Three scientists won the Nobel Prize in medicine Monday for discoveries about how the immune system knows to attack germs and not our own bodies.

The work by Mary E. Brunkow, Fred Ramsdell and Dr. Shimon Sakaguchi uncovered a key pathway the body uses to keep the immune system in check, called peripheral immune tolerance. Experts called the findings critical to understanding autoimmune diseases such as Type 1 diabetes, rheumatoid arthritis and lupus.

Brunkow, 64, is now a senior program manager at the Institute for Systems Biology in Seattle. Ramsdell, 64, is a scientific adviser for San Francisco-based Sonoma Biotherapeutics. Sakaguchi, 74, is a distinguished professor at the Immunology Frontier Research Center at Osaka University in Japan.

The immune system has overlapping ways to detect and fight bacteria, viruses and other intruders. But sometimes certain immune cells run amok, mistakenly attacking people’s own cells and tissues to cause autoimmune diseases.

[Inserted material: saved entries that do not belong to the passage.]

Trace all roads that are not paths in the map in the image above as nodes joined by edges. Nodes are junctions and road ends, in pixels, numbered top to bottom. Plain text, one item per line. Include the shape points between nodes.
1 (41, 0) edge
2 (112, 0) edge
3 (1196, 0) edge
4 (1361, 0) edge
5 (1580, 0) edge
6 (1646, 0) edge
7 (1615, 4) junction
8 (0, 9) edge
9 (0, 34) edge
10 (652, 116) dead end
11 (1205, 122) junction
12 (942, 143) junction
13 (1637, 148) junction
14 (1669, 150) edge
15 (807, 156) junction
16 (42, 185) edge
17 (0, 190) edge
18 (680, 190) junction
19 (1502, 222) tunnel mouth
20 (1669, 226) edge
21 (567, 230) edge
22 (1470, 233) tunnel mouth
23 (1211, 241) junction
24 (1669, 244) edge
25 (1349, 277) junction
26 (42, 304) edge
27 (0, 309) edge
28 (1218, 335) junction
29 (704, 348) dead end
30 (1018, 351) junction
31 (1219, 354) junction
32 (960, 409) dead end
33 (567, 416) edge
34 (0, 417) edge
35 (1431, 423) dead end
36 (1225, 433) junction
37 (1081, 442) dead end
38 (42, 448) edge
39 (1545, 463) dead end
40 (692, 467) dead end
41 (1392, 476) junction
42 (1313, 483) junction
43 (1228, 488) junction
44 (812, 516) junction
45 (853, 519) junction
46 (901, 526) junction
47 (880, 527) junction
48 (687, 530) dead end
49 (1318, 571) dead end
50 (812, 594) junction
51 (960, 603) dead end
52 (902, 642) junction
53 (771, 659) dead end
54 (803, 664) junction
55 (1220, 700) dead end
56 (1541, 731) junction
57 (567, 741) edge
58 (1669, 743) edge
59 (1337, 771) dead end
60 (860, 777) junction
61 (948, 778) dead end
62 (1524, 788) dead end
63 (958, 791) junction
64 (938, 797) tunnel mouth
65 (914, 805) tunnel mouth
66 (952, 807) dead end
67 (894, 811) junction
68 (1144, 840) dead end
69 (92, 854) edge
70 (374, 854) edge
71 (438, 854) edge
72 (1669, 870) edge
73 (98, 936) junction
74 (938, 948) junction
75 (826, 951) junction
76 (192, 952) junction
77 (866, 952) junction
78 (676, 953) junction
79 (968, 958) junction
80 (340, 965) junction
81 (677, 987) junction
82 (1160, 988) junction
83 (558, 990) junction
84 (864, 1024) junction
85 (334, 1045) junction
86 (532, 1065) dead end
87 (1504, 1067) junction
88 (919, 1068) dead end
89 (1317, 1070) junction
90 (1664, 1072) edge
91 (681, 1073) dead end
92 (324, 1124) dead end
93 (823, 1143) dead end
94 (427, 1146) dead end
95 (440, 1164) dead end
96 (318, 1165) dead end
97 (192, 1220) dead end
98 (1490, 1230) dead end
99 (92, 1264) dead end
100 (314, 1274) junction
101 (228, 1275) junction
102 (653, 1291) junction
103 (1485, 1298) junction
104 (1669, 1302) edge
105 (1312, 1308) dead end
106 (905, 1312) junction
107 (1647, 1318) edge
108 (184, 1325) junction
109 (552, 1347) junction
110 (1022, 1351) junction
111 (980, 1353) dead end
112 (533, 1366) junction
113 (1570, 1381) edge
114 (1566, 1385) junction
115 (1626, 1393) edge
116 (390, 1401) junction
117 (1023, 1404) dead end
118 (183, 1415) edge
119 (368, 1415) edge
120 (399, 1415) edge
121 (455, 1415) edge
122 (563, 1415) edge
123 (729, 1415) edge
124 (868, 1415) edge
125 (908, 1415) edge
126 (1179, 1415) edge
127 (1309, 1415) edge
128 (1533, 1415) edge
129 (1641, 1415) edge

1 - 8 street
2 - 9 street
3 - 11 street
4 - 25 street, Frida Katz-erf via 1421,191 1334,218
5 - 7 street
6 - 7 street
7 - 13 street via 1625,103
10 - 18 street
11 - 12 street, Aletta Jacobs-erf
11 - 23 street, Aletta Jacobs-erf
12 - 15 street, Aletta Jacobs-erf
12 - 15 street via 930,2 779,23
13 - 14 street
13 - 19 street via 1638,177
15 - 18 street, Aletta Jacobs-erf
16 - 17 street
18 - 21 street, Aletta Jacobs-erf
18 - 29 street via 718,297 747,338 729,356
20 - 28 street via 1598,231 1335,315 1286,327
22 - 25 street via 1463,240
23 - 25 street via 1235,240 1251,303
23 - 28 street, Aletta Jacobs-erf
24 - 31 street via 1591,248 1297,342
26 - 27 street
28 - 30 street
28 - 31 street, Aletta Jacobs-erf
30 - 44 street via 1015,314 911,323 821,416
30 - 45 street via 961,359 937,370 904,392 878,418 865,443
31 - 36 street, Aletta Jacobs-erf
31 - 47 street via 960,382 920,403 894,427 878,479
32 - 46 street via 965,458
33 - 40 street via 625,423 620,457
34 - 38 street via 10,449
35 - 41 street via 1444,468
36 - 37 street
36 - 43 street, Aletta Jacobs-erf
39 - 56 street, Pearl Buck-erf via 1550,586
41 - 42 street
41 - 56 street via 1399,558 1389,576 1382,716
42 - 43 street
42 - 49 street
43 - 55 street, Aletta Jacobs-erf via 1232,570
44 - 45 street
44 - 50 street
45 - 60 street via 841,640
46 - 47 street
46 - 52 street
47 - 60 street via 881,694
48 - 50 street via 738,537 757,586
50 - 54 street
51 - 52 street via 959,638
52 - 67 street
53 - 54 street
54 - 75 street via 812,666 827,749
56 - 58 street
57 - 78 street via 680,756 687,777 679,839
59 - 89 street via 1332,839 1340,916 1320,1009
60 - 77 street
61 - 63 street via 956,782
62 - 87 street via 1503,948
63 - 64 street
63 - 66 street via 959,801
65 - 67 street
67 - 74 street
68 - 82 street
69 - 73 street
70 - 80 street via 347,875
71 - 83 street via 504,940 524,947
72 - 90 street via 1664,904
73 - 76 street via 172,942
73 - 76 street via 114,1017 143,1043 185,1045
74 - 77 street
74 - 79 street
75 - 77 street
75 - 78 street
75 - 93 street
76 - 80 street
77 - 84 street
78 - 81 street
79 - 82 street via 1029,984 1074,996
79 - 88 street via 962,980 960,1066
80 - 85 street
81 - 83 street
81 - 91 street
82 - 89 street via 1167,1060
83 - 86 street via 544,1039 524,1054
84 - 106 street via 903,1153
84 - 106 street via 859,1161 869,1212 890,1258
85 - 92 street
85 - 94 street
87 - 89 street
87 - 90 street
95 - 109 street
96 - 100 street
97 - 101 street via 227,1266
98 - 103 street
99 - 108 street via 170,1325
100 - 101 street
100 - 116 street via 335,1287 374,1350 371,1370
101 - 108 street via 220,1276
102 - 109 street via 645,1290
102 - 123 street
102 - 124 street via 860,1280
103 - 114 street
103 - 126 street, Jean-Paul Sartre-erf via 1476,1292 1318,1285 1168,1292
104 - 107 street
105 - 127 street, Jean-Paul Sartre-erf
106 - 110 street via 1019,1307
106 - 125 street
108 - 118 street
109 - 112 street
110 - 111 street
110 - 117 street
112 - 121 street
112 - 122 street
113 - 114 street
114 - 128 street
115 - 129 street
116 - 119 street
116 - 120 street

Scientists once thought the body regulated this system only in a centralized fashion. Key immune soldiers such as T cells get trained to spot bad actors and those that go awry in a way that might trigger autoimmunity get eliminated in the thymus.

The Nobel winners unraveled an additional way the body keeps the system in check if immune cells later get confused and mistake human cells for intruders, which is what happens when a person has an autoimmune disease.

Ramsdell was on vacation when the prize was announced, and did not find out until his wife's phone got service while they were driving.

"She said, 'you won the Nobel Prize.' And I said, 'no, I didn't.' And she said, 'yes, you did. I have 200 text messages that says you won a Nobel Prize' and I'm like, 'that's unbelievable," Ramsdell said.